Just to finish the job, I've had a go at baksub.
Here my efforts for both forward and backward substitution:
All 4 examples require the vector and matrix arguments to
have the same length.
NB. successively append new elements to new vector z
forsuba=: 4 : 0
a =. x%d=.x|:~<0 1
b =. y%d
z =. ''
for_i. i.#b do.
z =. z, (i{b) - +/ z * i{. i{ a
end.
)
NB. overwrite b in place
NB. saves no of variables but needs to keep indexed assignment
forsubb=: 4 : 0
a =. x%d=.x|:~<0 1
b =. y%d
for_i. i.#b do.
b =. ((i{b) - +/ i{. b * i { a) i } b
end.
)
NB. successively prepend new elements to new vector z
baksuba =: 4 : 0
B =. x%d=.x|:~<0 1
Y =. y%d
z =. ''
for_i. i. -#Y do.
z =.z,~ (i{Y) - +/ z * (i+1)}. i {B
end.
)
NB. overwrite Y in place
NB. saves no of variables but needs to keep indexed assignment
baksubb =: 4 : 0
B =. x%d=.x|:~<0 1
Y =. y%d
for_i. - >: i. #Y do.
Y =. ((i{Y) - +/ (i+1){. Y * i {B) i } Y
end.
)
I haven't benchmarked the latter two, and still haven't found
closed forms despite Raul's hints.
Mike
On 02/09/2015 20:17, Mike Day wrote:
I've had a look at forsub this afternoon. I've cribbed Raul's
pre-factoring by
the matrix-diagonal, but otherwise they're my own ideas. Nothing out of
the ordinary, but fairly concise. "J-like"? - perhaps.

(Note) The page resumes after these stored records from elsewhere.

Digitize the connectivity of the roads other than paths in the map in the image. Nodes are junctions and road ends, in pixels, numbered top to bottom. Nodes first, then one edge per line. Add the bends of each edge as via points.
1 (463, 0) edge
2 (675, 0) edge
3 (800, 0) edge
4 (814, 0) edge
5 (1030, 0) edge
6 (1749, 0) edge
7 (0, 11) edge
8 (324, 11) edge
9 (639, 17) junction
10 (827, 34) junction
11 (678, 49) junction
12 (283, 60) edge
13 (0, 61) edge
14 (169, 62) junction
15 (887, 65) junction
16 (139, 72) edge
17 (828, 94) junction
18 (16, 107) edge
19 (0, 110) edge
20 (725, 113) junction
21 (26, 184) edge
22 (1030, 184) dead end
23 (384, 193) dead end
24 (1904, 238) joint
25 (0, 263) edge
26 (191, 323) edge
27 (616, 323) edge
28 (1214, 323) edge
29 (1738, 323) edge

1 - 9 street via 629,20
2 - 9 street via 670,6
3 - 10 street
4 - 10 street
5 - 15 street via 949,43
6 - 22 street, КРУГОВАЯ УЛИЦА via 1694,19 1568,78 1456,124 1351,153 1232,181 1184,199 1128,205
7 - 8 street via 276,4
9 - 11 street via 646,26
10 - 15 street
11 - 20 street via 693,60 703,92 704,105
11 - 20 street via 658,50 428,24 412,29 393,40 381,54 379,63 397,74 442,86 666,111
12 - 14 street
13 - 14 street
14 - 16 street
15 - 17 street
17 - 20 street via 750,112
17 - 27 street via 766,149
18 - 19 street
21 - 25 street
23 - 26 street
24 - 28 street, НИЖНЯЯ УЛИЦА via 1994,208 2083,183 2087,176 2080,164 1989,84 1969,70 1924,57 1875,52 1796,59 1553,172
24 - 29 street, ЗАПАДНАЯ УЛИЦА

NB. these both assume that #x = #y
NB. Thunderbird will probably spoil the appearance
NB. successively append new elements to new vector z
forsuba=: 4 : 0
a =. x%d=.(+=&0)x|:~<0 1
b =. y%d
z =. ''
for_i. i.#b do.
z =. z, (i{b) - +/ z * i{. i{ a
end.
)
NB. overwrite b in place
NB. saves no of variables but needs to keep indexed assignment
forsubb=: 4 : 0
a =. x%d=.(+=&0)x|:~<0 1
b =. y%d
for_i. i.#b do. NB. could keep }.i.#b
b =. ((i{b) - +/ i{. b * i { a) i } b
end.
)
They're both marginally faster than forsub though nothing to
get excited about! I didn't find much change in performance
with the +/ . * form of sum-product. But they are quite
nicely concise. I feel there's a closed form hiding in there
somewhere, to replace the explicit loop, but haven't found
it yet!
Mike
On 02/09/2015 04:42, Thomas McGuire wrote:
Thanks I will try out your changes. Though in my implementation I was
trying to avoid multiplying the zero entries and your routines ignore
that:
z1=. (i{b) - (i{a) +/ .* z
Here multiplying by all elements of a row and letting the zeros get
rid of the unnecessary data in z in that particular step. It's
certainly cleaner but I will have to try out a comparison to see if
it matters.
What I was hoping for was to pull out the triangular data above the
diagonal and operate on that but I can't find a nice terse J command
to do that like you would have if I was pulling out the diagonal with
oblique.
I haven't had a chance to completely work out the timing
efficiencies of the original routines. But a quick check using 7x7
binomial numbers matrix:
] A=: !/~ i.7x
1 1 1 1 1 1 1
0 1 2 3 4 5 6
0 0 1 3 6 10 15
0 0 0 1 4 10 20
0 0 0 0 1 5 15
0 0 0 0 0 1 6
0 0 0 0 0 0 1
The timing of the original algorithm
timespacex 'A baksub (1+i.7)'
9.6e_5 14848
timespacex '(|:)A forsub (1+i.7)'
8.9e_5 12416
9.6e_5 + 8.9e_5
0.000185
timespacex '(1+i.7) %. A'
0.00067 30976
There seems to be some divergence as the size of the matrix increases
(whether it is enough to worry about I haven't determined yet).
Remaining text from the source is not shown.